* Prompt
Reproduce the records precisely. Every line should be included.

* Data entries

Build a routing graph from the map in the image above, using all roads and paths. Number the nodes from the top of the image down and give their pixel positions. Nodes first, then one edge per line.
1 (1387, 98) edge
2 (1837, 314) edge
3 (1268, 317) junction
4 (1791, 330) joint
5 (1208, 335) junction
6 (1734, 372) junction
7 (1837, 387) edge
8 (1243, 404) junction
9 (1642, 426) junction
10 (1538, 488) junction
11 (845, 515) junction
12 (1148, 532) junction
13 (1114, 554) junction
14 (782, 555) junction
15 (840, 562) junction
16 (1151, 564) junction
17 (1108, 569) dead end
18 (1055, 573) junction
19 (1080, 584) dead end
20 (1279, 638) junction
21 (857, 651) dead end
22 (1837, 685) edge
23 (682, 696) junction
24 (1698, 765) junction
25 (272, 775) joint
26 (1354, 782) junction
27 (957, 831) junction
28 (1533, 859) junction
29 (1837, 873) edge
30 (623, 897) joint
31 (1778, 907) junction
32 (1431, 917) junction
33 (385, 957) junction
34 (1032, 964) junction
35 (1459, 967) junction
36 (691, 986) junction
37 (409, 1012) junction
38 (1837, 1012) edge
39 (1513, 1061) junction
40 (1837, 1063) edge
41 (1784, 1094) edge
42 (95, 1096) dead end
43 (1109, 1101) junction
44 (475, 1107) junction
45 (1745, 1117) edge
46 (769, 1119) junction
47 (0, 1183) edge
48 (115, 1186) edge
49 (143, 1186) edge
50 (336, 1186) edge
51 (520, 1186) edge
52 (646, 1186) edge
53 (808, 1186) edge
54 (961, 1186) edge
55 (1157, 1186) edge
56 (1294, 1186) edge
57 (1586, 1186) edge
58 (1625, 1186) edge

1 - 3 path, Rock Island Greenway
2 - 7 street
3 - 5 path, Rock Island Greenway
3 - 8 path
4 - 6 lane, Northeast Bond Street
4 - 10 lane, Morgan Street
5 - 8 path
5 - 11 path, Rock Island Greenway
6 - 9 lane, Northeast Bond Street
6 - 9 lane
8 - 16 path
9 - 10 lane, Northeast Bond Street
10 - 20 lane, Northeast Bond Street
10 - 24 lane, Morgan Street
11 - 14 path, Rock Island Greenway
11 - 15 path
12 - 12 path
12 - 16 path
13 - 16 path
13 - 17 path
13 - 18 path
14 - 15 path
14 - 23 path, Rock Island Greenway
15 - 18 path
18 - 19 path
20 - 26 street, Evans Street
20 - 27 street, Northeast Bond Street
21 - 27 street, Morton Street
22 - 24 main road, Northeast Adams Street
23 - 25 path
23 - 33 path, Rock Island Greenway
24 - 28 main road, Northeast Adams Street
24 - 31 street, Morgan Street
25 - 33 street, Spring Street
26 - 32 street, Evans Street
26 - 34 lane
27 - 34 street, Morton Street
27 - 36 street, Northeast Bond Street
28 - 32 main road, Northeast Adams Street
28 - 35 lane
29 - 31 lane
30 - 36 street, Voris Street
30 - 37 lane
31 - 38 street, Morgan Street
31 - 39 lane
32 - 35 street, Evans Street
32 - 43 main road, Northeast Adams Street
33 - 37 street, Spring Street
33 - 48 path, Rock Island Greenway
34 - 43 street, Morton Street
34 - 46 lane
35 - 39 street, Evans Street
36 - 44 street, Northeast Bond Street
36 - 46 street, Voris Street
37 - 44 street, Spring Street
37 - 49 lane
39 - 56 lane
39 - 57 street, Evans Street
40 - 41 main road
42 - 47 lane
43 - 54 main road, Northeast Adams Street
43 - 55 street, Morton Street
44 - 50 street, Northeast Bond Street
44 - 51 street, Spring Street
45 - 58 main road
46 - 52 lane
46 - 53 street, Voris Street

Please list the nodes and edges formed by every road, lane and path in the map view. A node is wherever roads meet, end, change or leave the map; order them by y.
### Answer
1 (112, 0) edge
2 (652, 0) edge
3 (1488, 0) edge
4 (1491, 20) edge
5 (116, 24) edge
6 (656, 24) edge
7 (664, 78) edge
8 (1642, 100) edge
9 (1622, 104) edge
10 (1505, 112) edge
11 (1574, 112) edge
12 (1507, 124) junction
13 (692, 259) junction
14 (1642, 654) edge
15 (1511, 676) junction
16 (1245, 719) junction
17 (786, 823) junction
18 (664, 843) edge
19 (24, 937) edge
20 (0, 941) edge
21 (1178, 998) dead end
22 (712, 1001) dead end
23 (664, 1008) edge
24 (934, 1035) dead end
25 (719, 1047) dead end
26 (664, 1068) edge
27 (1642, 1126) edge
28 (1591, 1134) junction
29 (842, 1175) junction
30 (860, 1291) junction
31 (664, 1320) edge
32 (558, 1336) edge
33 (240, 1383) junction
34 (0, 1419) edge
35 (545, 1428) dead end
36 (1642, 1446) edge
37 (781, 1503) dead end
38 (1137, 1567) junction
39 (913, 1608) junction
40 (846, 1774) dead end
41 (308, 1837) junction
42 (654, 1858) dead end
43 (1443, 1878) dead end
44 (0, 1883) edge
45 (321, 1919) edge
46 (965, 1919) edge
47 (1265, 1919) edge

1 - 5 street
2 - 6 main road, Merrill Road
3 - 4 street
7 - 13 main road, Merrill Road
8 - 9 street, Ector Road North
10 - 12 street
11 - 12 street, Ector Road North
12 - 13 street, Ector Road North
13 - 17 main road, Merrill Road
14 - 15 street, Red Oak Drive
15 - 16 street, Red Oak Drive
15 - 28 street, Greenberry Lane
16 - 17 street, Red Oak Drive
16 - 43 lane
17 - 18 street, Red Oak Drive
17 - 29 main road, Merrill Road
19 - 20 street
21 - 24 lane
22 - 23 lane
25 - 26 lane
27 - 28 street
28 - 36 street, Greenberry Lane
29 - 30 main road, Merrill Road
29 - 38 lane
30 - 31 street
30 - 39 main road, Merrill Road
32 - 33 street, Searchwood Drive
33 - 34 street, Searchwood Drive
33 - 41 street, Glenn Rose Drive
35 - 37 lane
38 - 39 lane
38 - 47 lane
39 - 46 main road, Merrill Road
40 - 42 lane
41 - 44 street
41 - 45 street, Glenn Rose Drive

* Your response
Build a routing graph from the map in the image above, using all roads and paths. Number the nodes from the top of the image down and give their pixel positions. Nodes first, then one edge per line.
1 (1387, 98) edge
2 (1837, 314) edge
3 (1268, 317) junction
4 (1791, 330) joint
5 (1208, 335) junction
6 (1734, 372) junction
7 (1837, 387) edge
8 (1243, 404) junction
9 (1642, 426) junction
10 (1538, 488) junction
11 (845, 515) junction
12 (1148, 532) junction
13 (1114, 554) junction
14 (782, 555) junction
15 (840, 562) junction
16 (1151, 564) junction
17 (1108, 569) dead end
18 (1055, 573) junction
19 (1080, 584) dead end
20 (1279, 638) junction
21 (857, 651) dead end
22 (1837, 685) edge
23 (682, 696) junction
24 (1698, 765) junction
25 (272, 775) joint
26 (1354, 782) junction
27 (957, 831) junction
28 (1533, 859) junction
29 (1837, 873) edge
30 (623, 897) joint
31 (1778, 907) junction
32 (1431, 917) junction
33 (385, 957) junction
34 (1032, 964) junction
35 (1459, 967) junction
36 (691, 986) junction
37 (409, 1012) junction
38 (1837, 1012) edge
39 (1513, 1061) junction
40 (1837, 1063) edge
41 (1784, 1094) edge
42 (95, 1096) dead end
43 (1109, 1101) junction
44 (475, 1107) junction
45 (1745, 1117) edge
46 (769, 1119) junction
47 (0, 1183) edge
48 (115, 1186) edge
49 (143, 1186) edge
50 (336, 1186) edge
51 (520, 1186) edge
52 (646, 1186) edge
53 (808, 1186) edge
54 (961, 1186) edge
55 (1157, 1186) edge
56 (1294, 1186) edge
57 (1586, 1186) edge
58 (1625, 1186) edge

1 - 3 path, Rock Island Greenway
2 - 7 street
3 - 5 path, Rock Island Greenway
3 - 8 path
4 - 6 lane, Northeast Bond Street
4 - 10 lane, Morgan Street
5 - 8 path
5 - 11 path, Rock Island Greenway
6 - 9 lane, Northeast Bond Street
6 - 9 lane
8 - 16 path
9 - 10 lane, Northeast Bond Street
10 - 20 lane, Northeast Bond Street
10 - 24 lane, Morgan Street
11 - 14 path, Rock Island Greenway
11 - 15 path
12 - 12 path
12 - 16 path
13 - 16 path
13 - 17 path
13 - 18 path
14 - 15 path
14 - 23 path, Rock Island Greenway
15 - 18 path
18 - 19 path
20 - 26 street, Evans Street
20 - 27 street, Northeast Bond Street
21 - 27 street, Morton Street
22 - 24 main road, Northeast Adams Street
23 - 25 path
23 - 33 path, Rock Island Greenway
24 - 28 main road, Northeast Adams Street
24 - 31 street, Morgan Street
25 - 33 street, Spring Street
26 - 32 street, Evans Street
26 - 34 lane
27 - 34 street, Morton Street
27 - 36 street, Northeast Bond Street
28 - 32 main road, Northeast Adams Street
28 - 35 lane
29 - 31 lane
30 - 36 street, Voris Street
30 - 37 lane
31 - 38 street, Morgan Street
31 - 39 lane
32 - 35 street, Evans Street
32 - 43 main road, Northeast Adams Street
33 - 37 street, Spring Street
33 - 48 path, Rock Island Greenway
34 - 43 street, Morton Street
34 - 46 lane
35 - 39 street, Evans Street
36 - 44 street, Northeast Bond Street
36 - 46 street, Voris Street
37 - 44 street, Spring Street
37 - 49 lane
39 - 56 lane
39 - 57 street, Evans Street
40 - 41 main road
42 - 47 lane
43 - 54 main road, Northeast Adams Street
43 - 55 street, Morton Street
44 - 50 street, Northeast Bond Street
44 - 51 street, Spring Street
45 - 58 main road
46 - 52 lane
46 - 53 street, Voris Street

Please list the nodes and edges formed by every road, lane and path in the map view. A node is wherever roads meet, end, change or leave the map; order them by y.
### Answer
1 (112, 0) edge
2 (652, 0) edge
3 (1488, 0) edge
4 (1491, 20) edge
5 (116, 24) edge
6 (656, 24) edge
7 (664, 78) edge
8 (1642, 100) edge
9 (1622, 104) edge
10 (1505, 112) edge
11 (1574, 112) edge
12 (1507, 124) junction
13 (692, 259) junction
14 (1642, 654) edge
15 (1511, 676) junction
16 (1245, 719) junction
17 (786, 823) junction
18 (664, 843) edge
19 (24, 937) edge
20 (0, 941) edge
21 (1178, 998) dead end
22 (712, 1001) dead end
23 (664, 1008) edge
24 (934, 1035) dead end
25 (719, 1047) dead end
26 (664, 1068) edge
27 (1642, 1126) edge
28 (1591, 1134) junction
29 (842, 1175) junction
30 (860, 1291) junction
31 (664, 1320) edge
32 (558, 1336) edge
33 (240, 1383) junction
34 (0, 1419) edge
35 (545, 1428) dead end
36 (1642, 1446) edge
37 (781, 1503) dead end
38 (1137, 1567) junction
39 (913, 1608) junction
40 (846, 1774) dead end
41 (308, 1837) junction
42 (654, 1858) dead end
43 (1443, 1878) dead end
44 (0, 1883) edge
45 (321, 1919) edge
46 (965, 1919) edge
47 (1265, 1919) edge

1 - 5 street
2 - 6 main road, Merrill Road
3 - 4 street
7 - 13 main road, Merrill Road
8 - 9 street, Ector Road North
10 - 12 street
11 - 12 street, Ector Road North
12 - 13 street, Ector Road North
13 - 17 main road, Merrill Road
14 - 15 street, Red Oak Drive
15 - 16 street, Red Oak Drive
15 - 28 street, Greenberry Lane
16 - 17 street, Red Oak Drive
16 - 43 lane
17 - 18 street, Red Oak Drive
17 - 29 main road, Merrill Road
19 - 20 street
21 - 24 lane
22 - 23 lane
25 - 26 lane
27 - 28 street
28 - 36 street, Greenberry Lane
29 - 30 main road, Merrill Road
29 - 38 lane
30 - 31 street
30 - 39 main road, Merrill Road
32 - 33 street, Searchwood Drive
33 - 34 street, Searchwood Drive
33 - 41 street, Glenn Rose Drive
35 - 37 lane
38 - 39 lane
38 - 47 lane
39 - 46 main road, Merrill Road
40 - 42 lane
41 - 44 street
41 - 45 street, Glenn Rose Drive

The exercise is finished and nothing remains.